L’Australie, championne du charbon
Ce projet démontre une nouvelle fois les difficultés de l’Australie à changer son modèle énergétique. Près de 98 % de sa production d’énergie est dépendante des énergies fossiles dont 70 % du seul charbon. Ce dernier est pourtant la plus polluante des énergies, comme l’explique Jean-Pascal van Ypersele, climatologue à l'Université Catholique de Louvain et ancien vice-président du Groupe d’experts intergouvernemental sur l’évolution du climat (Giec) : « Quand on produit un kilo-watt-heure électrique grâce au charbon, c’est un kilo de CO2 qui est émis.

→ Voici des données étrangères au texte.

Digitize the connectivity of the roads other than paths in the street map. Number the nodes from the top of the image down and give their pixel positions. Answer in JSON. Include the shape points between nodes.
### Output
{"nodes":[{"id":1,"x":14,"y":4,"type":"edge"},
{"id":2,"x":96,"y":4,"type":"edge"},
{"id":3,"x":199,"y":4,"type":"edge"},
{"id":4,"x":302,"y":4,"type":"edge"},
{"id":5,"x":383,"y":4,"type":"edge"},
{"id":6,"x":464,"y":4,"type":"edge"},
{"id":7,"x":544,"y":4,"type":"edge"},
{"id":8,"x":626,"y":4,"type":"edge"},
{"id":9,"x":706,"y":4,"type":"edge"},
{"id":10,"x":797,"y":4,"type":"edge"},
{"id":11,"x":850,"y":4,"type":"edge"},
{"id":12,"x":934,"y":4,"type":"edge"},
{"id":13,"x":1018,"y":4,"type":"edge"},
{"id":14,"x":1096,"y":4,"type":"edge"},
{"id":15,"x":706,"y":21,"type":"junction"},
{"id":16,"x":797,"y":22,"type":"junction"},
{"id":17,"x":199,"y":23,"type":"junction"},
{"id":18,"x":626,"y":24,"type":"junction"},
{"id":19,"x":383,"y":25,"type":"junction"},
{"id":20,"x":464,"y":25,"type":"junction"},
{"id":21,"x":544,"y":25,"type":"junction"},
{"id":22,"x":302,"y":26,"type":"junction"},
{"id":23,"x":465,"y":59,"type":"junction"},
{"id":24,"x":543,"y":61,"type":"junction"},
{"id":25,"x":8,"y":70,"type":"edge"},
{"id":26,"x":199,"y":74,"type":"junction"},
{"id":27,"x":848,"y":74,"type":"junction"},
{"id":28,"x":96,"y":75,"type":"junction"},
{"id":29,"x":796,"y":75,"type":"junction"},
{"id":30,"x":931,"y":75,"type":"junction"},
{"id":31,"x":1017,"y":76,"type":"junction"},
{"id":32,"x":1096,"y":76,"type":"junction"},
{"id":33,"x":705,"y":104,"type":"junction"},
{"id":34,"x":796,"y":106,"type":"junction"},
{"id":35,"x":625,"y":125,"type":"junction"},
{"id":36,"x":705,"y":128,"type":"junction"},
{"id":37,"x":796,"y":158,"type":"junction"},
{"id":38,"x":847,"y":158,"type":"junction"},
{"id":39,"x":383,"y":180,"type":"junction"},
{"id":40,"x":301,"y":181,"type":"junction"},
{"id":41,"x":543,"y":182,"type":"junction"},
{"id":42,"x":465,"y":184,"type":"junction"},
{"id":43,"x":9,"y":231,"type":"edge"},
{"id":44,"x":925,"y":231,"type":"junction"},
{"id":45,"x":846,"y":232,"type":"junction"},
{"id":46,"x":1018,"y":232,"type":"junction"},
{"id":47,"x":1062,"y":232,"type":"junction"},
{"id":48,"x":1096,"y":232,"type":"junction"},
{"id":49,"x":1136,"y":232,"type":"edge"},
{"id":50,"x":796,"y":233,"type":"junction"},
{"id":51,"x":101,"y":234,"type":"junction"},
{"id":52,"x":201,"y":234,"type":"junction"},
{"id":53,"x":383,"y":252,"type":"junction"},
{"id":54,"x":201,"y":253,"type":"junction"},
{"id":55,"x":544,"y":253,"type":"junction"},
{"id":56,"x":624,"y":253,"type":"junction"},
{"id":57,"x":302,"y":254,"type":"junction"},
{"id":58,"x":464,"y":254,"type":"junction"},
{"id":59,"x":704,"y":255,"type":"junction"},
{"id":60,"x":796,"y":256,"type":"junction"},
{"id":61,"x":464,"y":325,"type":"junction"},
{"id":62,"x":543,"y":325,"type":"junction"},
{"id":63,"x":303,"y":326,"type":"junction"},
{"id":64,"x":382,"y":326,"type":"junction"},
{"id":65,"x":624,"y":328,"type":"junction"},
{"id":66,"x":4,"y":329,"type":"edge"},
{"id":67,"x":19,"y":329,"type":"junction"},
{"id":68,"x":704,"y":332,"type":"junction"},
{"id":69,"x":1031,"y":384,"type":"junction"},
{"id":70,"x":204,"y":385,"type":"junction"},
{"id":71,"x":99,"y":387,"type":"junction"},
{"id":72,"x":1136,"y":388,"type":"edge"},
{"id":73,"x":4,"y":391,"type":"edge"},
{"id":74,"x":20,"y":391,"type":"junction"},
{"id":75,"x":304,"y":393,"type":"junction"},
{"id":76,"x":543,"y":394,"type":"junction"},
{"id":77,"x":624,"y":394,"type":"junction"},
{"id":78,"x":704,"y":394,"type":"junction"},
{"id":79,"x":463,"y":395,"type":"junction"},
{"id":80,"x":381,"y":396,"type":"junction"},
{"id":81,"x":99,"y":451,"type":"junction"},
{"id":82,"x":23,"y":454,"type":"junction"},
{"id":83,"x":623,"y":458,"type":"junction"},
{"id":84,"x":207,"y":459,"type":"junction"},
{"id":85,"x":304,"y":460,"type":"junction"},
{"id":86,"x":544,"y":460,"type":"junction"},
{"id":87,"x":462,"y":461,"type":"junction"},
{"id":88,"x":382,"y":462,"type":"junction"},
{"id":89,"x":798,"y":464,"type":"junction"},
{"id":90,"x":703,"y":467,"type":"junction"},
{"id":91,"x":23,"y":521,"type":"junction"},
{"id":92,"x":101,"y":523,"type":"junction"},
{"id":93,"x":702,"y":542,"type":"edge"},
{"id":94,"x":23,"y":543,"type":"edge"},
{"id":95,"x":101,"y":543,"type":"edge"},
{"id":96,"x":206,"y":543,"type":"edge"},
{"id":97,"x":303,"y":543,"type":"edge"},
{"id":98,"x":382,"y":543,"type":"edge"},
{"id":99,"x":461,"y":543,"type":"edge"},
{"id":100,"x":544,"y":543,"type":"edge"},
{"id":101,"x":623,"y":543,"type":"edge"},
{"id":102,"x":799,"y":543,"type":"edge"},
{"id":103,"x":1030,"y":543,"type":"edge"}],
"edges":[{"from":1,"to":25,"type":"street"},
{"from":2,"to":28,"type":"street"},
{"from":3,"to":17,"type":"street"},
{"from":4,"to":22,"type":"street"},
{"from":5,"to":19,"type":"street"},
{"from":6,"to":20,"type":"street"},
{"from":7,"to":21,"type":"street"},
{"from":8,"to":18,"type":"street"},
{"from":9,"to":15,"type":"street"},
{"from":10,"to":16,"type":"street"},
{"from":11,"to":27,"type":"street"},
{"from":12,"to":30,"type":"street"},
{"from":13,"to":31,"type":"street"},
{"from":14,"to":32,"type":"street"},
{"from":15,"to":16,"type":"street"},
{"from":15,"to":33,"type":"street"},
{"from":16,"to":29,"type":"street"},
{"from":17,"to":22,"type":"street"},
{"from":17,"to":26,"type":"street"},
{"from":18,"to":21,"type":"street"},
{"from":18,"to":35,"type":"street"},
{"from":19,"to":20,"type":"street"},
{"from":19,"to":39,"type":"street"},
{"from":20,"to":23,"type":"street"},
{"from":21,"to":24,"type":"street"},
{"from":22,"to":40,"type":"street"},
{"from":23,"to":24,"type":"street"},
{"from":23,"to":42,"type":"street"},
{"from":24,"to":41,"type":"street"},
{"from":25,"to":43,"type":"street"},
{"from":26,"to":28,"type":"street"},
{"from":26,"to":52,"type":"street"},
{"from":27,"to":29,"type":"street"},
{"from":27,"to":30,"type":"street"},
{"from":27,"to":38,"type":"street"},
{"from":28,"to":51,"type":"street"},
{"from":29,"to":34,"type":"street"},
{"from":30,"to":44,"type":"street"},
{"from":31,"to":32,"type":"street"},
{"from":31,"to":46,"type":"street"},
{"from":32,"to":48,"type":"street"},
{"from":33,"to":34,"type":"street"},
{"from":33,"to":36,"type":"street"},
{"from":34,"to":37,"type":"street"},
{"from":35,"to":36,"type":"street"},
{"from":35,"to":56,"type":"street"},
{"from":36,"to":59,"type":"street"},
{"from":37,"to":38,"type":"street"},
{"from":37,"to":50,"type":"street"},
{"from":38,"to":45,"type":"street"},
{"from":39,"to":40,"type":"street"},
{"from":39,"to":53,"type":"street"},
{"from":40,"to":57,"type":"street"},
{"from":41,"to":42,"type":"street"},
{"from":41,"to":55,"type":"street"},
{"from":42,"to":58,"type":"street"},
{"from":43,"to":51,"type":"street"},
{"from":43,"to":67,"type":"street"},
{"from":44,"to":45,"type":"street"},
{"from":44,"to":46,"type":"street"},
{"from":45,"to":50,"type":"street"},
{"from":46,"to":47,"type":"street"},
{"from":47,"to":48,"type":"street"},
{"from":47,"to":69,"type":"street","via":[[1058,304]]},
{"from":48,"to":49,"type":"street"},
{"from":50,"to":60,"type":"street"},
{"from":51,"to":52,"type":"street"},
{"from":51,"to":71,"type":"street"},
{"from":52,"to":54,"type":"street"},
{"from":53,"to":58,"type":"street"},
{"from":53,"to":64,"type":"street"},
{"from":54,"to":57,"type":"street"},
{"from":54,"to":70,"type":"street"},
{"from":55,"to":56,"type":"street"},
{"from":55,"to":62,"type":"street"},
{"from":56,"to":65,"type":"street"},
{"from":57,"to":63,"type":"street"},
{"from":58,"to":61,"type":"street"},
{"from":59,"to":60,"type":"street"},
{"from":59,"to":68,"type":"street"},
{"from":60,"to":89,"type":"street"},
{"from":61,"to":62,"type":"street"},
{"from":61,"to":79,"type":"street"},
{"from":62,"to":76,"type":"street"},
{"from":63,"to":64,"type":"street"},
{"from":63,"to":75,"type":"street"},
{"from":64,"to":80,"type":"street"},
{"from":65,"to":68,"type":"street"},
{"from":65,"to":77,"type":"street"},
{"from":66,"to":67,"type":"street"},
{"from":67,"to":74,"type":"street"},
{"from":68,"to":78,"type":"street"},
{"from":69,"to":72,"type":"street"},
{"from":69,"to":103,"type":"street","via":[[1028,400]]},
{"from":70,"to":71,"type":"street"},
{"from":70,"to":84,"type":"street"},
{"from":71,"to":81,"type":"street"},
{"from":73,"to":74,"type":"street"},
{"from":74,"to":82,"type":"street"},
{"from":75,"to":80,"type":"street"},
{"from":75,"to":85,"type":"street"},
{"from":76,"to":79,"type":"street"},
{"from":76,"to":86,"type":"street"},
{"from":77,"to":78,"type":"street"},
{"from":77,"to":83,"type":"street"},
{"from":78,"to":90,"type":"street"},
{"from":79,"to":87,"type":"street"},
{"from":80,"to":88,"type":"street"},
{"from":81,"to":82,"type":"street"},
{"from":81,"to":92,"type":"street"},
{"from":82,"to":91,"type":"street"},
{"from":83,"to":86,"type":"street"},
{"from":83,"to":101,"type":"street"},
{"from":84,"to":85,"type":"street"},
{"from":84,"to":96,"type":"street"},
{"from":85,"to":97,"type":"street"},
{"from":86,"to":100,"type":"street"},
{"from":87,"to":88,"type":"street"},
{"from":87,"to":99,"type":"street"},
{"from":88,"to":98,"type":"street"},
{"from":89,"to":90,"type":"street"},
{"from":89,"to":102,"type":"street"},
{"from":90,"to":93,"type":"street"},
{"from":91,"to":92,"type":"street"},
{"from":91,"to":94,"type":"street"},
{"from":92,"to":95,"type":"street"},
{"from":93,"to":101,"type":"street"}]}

Alors que pour le gaz, c’est 400 grammes ». Le chercheur qui a assisté à de multiples reprises aux Conférence des parties (COP), indique que l’Australie a particulièrement défendu les intérêts du lobby du charbon, notamment depuis que le parti libéral est au pouvoir. « Pourtant, explique-il, l’Australie est un pays très peu densément peuplé, et les surfaces énormes utilisées pour les mines de charbon pourraient être utilisées pour la production d’électricité solaire ». L’Australie n’utilise d’ailleurs qu’une petite partie du charbon qu’elle produit pour son propre compte : à peine 15 %. Le reste est destiné à l’exportation, notamment en direction de la Chine, du Japon, de la Corée du Sud et l’Inde. Selon l’Agence Internationale de l’Énergie, en 2019, elle était le deuxième plus gros exportateur mondial de charbon.